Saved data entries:
--- START ---
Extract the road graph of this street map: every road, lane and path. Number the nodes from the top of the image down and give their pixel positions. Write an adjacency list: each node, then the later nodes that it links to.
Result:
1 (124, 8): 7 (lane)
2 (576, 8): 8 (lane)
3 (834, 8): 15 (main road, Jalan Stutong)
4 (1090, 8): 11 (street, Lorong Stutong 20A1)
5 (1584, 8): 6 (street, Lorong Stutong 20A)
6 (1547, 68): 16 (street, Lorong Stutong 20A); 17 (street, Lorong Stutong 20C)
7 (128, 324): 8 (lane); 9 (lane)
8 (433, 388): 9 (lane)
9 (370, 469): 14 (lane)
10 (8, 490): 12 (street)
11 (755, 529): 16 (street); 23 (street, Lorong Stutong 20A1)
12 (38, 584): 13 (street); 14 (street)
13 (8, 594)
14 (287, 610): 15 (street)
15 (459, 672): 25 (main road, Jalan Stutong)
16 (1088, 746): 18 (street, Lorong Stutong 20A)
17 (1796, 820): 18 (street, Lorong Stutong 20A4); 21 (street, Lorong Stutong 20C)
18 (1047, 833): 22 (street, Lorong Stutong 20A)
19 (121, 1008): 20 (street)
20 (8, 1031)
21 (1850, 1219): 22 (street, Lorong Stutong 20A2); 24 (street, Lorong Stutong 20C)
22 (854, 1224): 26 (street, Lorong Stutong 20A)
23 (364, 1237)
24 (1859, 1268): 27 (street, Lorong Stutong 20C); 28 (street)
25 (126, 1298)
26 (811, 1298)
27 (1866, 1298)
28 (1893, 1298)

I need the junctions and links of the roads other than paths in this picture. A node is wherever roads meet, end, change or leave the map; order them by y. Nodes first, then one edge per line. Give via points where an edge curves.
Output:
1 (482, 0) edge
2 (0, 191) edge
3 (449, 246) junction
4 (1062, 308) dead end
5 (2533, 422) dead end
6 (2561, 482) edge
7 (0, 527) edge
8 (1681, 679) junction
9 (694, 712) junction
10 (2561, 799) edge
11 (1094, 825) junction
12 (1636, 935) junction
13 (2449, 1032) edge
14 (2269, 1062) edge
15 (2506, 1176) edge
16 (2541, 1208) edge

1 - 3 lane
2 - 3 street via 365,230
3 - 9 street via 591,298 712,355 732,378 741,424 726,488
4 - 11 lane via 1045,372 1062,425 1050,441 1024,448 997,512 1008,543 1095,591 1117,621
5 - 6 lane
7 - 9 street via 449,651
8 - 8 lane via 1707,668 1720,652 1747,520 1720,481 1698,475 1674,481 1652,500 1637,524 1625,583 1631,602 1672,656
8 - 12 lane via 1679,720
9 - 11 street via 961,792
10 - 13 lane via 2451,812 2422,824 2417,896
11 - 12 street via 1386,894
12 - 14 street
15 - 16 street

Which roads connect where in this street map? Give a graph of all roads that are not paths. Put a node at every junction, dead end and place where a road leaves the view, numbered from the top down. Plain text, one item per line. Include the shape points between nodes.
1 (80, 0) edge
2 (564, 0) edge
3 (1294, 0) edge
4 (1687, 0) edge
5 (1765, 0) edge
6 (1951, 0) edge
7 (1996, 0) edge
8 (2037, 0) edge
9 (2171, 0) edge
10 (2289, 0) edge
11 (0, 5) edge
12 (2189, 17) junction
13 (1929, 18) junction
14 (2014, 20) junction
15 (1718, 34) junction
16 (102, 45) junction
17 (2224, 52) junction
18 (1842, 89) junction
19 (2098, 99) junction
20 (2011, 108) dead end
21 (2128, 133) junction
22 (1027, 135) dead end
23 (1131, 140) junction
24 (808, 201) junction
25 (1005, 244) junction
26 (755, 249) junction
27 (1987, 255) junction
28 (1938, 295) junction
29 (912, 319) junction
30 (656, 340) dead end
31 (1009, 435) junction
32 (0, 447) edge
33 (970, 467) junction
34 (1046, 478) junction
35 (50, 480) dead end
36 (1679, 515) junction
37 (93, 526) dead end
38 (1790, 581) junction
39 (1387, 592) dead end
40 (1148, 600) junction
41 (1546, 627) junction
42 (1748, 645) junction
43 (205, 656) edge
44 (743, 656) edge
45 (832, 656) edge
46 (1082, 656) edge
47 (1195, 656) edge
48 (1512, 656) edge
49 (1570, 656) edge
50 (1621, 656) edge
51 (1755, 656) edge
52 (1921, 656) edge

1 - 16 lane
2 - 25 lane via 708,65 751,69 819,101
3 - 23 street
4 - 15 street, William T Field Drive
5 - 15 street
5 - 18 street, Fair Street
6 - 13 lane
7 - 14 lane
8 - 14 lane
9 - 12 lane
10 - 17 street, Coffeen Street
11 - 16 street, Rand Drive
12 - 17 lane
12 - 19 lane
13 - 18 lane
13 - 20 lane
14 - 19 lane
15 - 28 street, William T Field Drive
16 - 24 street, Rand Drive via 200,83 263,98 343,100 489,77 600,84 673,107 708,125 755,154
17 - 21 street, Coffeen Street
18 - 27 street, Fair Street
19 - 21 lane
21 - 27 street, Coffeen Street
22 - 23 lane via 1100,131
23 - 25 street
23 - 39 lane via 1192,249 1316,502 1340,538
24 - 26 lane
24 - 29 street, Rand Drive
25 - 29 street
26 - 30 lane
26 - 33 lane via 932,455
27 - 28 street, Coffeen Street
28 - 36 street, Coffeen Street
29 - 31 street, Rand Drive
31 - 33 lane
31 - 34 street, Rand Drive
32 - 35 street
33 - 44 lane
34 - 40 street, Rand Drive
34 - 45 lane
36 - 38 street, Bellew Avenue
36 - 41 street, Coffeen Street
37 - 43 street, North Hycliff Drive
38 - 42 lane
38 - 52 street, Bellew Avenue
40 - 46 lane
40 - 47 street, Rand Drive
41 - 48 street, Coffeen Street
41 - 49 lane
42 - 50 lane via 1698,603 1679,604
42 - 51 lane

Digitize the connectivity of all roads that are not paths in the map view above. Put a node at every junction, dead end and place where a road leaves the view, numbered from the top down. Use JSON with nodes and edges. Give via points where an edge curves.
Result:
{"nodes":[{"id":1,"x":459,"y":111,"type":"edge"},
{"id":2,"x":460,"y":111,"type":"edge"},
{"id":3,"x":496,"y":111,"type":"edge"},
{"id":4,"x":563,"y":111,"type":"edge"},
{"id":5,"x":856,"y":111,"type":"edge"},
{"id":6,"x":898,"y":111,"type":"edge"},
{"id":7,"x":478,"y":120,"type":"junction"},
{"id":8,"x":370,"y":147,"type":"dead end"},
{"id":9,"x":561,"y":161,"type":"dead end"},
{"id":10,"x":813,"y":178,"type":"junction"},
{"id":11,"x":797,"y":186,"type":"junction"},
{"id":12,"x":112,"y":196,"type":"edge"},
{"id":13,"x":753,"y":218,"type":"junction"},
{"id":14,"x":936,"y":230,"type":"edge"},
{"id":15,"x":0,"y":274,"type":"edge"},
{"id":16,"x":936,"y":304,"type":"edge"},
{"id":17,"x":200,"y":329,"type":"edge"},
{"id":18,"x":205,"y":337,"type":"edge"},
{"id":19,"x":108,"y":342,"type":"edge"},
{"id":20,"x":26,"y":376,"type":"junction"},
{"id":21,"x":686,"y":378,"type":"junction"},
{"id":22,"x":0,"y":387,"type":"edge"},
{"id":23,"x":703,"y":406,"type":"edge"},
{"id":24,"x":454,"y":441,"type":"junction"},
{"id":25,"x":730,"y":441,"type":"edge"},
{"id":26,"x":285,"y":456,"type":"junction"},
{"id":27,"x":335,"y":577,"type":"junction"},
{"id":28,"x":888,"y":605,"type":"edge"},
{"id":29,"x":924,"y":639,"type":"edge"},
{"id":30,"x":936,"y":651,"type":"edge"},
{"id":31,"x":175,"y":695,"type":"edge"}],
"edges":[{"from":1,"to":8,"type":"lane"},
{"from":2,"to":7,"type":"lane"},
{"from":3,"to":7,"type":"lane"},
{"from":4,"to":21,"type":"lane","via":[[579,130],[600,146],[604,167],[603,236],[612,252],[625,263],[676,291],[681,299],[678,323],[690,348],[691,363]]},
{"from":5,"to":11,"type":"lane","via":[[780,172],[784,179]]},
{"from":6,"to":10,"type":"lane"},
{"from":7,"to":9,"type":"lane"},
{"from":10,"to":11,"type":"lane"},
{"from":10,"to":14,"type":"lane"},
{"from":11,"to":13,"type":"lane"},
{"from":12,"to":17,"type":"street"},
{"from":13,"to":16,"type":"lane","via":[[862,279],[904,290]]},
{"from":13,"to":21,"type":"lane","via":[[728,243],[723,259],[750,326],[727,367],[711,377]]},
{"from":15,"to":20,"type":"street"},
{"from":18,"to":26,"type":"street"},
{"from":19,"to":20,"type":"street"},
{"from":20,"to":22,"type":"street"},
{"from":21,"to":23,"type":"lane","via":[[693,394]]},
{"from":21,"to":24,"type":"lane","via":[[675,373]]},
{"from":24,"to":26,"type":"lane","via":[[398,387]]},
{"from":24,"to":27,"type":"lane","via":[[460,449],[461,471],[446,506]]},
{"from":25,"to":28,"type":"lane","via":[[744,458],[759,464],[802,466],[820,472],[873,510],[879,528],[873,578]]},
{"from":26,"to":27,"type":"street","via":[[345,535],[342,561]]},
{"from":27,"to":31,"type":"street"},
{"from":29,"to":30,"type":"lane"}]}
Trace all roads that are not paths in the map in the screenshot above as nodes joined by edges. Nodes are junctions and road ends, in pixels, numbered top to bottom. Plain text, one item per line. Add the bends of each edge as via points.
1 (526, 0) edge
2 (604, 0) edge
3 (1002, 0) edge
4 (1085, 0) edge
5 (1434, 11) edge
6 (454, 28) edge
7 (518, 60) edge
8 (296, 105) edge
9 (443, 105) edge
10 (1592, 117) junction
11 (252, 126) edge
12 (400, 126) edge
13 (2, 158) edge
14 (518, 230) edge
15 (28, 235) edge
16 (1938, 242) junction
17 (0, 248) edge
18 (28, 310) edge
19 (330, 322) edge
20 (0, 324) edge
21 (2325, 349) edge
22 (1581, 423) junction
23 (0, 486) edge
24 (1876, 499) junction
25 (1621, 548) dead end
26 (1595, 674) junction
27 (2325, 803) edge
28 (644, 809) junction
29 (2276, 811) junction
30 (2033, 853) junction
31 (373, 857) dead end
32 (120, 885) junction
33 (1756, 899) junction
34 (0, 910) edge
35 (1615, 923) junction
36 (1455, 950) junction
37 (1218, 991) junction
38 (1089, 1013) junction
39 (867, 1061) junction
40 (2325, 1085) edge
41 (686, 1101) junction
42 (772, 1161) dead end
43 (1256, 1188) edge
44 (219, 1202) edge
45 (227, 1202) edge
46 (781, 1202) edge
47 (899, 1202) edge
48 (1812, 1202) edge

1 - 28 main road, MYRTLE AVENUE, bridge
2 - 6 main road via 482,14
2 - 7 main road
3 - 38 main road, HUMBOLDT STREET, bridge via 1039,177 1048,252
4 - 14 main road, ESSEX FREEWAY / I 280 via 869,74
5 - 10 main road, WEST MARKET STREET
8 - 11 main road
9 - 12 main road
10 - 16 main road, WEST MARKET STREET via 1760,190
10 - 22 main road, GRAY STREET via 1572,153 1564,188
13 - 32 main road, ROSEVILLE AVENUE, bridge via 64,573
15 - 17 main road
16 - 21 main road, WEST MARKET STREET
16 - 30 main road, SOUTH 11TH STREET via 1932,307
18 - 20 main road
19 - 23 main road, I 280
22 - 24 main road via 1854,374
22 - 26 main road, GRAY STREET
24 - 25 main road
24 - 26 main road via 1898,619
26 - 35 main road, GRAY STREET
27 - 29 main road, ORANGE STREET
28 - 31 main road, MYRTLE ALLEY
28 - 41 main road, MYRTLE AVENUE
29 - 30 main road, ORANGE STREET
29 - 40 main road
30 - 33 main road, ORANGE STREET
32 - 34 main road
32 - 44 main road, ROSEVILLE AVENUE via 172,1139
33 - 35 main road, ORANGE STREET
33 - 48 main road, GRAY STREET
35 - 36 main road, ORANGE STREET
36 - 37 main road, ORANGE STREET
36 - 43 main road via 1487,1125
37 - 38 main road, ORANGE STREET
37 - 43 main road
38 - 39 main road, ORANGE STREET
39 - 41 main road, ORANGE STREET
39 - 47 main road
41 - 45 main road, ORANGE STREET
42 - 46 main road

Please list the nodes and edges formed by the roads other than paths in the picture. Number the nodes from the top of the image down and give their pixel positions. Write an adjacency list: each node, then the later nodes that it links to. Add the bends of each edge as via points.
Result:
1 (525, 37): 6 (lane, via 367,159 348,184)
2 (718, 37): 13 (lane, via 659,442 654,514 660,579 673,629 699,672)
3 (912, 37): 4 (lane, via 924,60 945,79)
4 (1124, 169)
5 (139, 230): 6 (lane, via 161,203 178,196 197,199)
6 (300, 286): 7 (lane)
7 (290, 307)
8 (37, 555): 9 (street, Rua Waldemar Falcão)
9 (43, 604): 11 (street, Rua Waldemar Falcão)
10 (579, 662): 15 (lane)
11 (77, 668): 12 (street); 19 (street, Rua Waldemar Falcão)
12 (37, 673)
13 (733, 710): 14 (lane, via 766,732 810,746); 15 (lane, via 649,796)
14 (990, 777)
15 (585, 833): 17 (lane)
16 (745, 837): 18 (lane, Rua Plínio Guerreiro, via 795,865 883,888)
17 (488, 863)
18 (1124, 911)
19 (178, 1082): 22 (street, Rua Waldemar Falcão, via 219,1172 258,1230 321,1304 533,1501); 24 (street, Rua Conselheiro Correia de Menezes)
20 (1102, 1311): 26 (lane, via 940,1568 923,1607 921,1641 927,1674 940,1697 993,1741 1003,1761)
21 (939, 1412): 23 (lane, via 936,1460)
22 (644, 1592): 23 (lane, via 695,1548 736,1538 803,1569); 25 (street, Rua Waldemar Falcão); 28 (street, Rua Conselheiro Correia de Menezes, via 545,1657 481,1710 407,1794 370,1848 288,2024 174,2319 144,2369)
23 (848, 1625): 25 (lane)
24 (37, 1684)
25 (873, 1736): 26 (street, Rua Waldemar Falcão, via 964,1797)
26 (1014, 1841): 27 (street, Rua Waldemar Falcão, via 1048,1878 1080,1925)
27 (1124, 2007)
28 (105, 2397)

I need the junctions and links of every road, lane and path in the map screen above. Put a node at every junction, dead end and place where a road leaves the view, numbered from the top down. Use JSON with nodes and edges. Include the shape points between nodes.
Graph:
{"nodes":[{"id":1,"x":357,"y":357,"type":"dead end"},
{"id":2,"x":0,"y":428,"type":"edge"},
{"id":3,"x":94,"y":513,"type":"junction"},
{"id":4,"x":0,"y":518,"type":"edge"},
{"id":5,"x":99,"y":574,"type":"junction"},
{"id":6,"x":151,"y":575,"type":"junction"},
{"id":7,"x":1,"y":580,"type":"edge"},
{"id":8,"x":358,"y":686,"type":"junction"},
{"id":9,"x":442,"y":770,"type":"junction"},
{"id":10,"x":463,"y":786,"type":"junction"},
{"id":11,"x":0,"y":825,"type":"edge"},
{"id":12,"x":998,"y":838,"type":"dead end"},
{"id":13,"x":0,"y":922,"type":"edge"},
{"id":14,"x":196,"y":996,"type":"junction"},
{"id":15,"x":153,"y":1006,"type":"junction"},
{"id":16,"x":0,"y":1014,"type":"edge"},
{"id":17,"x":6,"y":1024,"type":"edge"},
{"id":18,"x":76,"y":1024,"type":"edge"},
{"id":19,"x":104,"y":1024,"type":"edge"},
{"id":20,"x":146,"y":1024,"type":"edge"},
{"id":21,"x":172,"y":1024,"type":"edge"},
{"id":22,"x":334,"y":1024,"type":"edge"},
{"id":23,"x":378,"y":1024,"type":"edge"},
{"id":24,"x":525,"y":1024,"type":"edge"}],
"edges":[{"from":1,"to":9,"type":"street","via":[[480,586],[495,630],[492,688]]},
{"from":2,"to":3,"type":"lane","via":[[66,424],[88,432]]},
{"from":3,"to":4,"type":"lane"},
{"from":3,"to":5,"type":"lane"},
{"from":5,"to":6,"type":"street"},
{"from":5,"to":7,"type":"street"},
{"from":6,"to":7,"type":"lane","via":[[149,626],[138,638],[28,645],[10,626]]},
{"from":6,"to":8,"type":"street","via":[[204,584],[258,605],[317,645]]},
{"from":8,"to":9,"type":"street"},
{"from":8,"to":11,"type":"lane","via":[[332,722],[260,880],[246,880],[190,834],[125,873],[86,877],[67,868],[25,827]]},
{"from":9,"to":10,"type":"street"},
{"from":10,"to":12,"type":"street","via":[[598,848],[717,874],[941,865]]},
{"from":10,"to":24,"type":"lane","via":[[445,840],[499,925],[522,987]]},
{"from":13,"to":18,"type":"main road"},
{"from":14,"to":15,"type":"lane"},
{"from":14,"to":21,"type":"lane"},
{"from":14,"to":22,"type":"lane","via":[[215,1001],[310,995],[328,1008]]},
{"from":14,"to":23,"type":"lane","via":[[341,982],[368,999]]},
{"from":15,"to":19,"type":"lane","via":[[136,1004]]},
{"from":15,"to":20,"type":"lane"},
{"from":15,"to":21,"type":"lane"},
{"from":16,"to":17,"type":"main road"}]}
--- END ---
_YOUR OBJECTIVE_. For the word "MARKET", count how many lines of the entries contain it; give the number and nothing more.

_SOLUTION_. 3